BEGIN

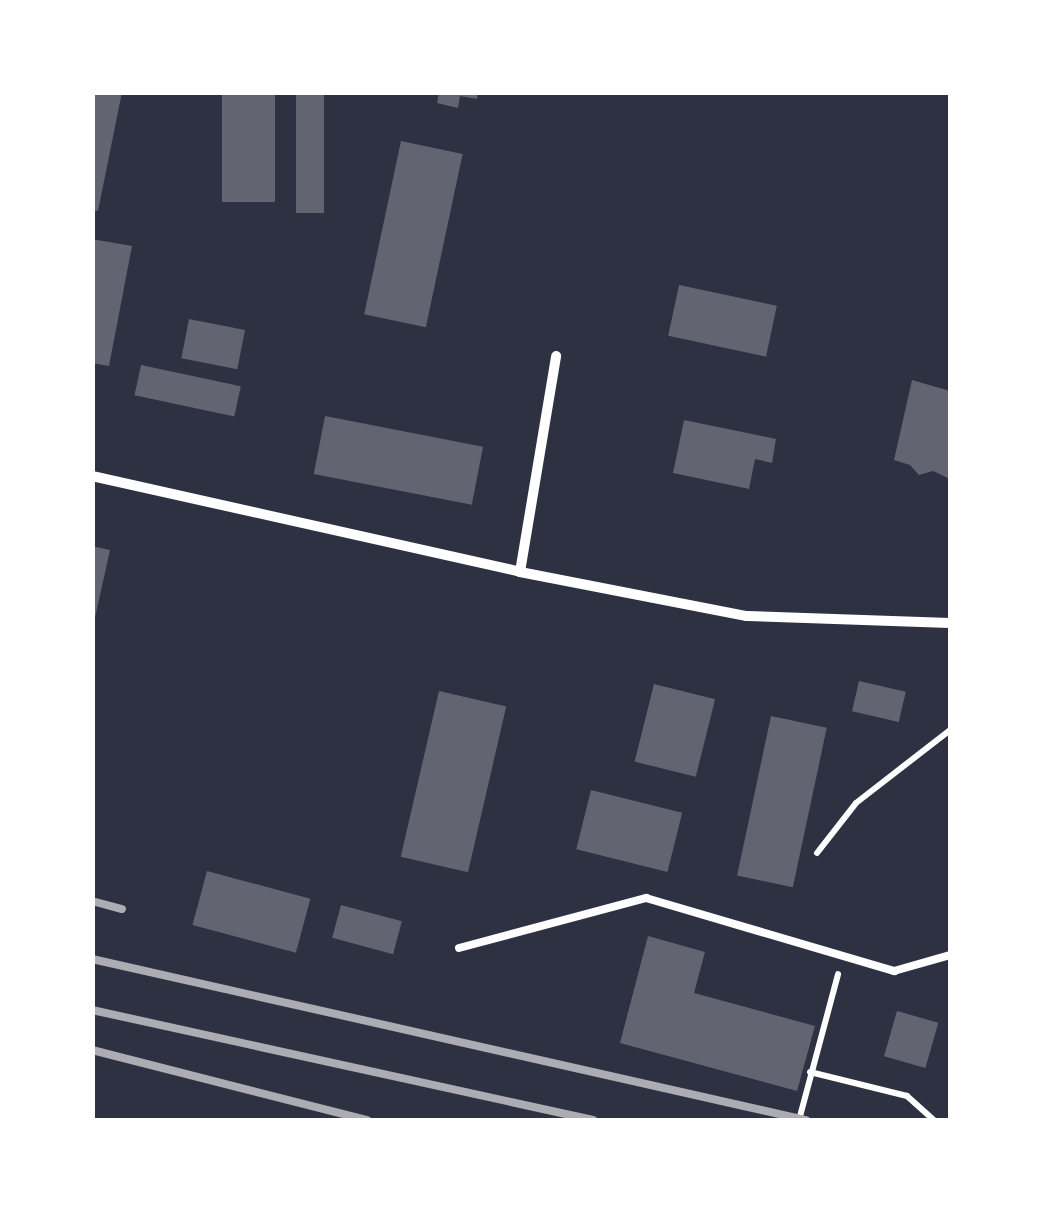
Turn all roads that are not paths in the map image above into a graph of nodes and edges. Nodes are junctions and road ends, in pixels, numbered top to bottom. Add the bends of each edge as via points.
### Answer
1 (556, 356) dead end
2 (92, 476) edge
3 (520, 572) junction
4 (950, 623) edge
5 (459, 948) dead end
6 (950, 954) edge

1 - 3 street
2 - 3 street
3 - 4 street via 747,616
5 - 6 lane via 646,898 894,971

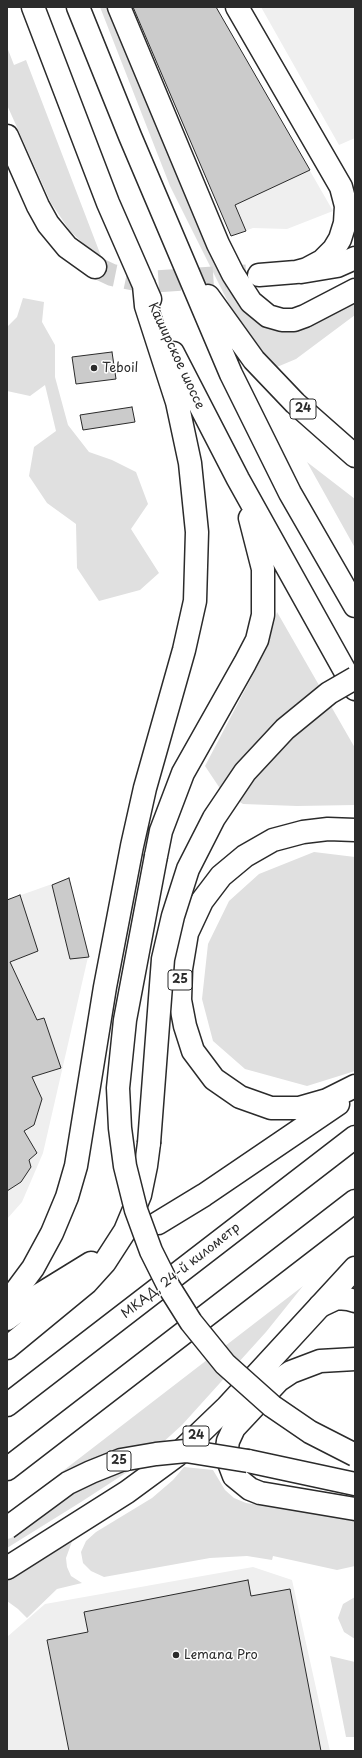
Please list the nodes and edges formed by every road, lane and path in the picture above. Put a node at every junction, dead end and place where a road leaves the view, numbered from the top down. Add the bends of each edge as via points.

END

• Problem description:
Word for word, repeat each line of the records, and leave every image out.

• Answer below:
Turn all roads that are not paths in the map image above into a graph of nodes and edges. Nodes are junctions and road ends, in pixels, numbered top to bottom. Add the bends of each edge as via points.
### Answer
1 (556, 356) dead end
2 (92, 476) edge
3 (520, 572) junction
4 (950, 623) edge
5 (459, 948) dead end
6 (950, 954) edge

1 - 3 street
2 - 3 street
3 - 4 street via 747,616
5 - 6 lane via 646,898 894,971

Please list the nodes and edges formed by every road, lane and path in the picture above. Put a node at every junction, dead end and place where a road leaves the view, numbered from the top down. Add the bends of each edge as via points.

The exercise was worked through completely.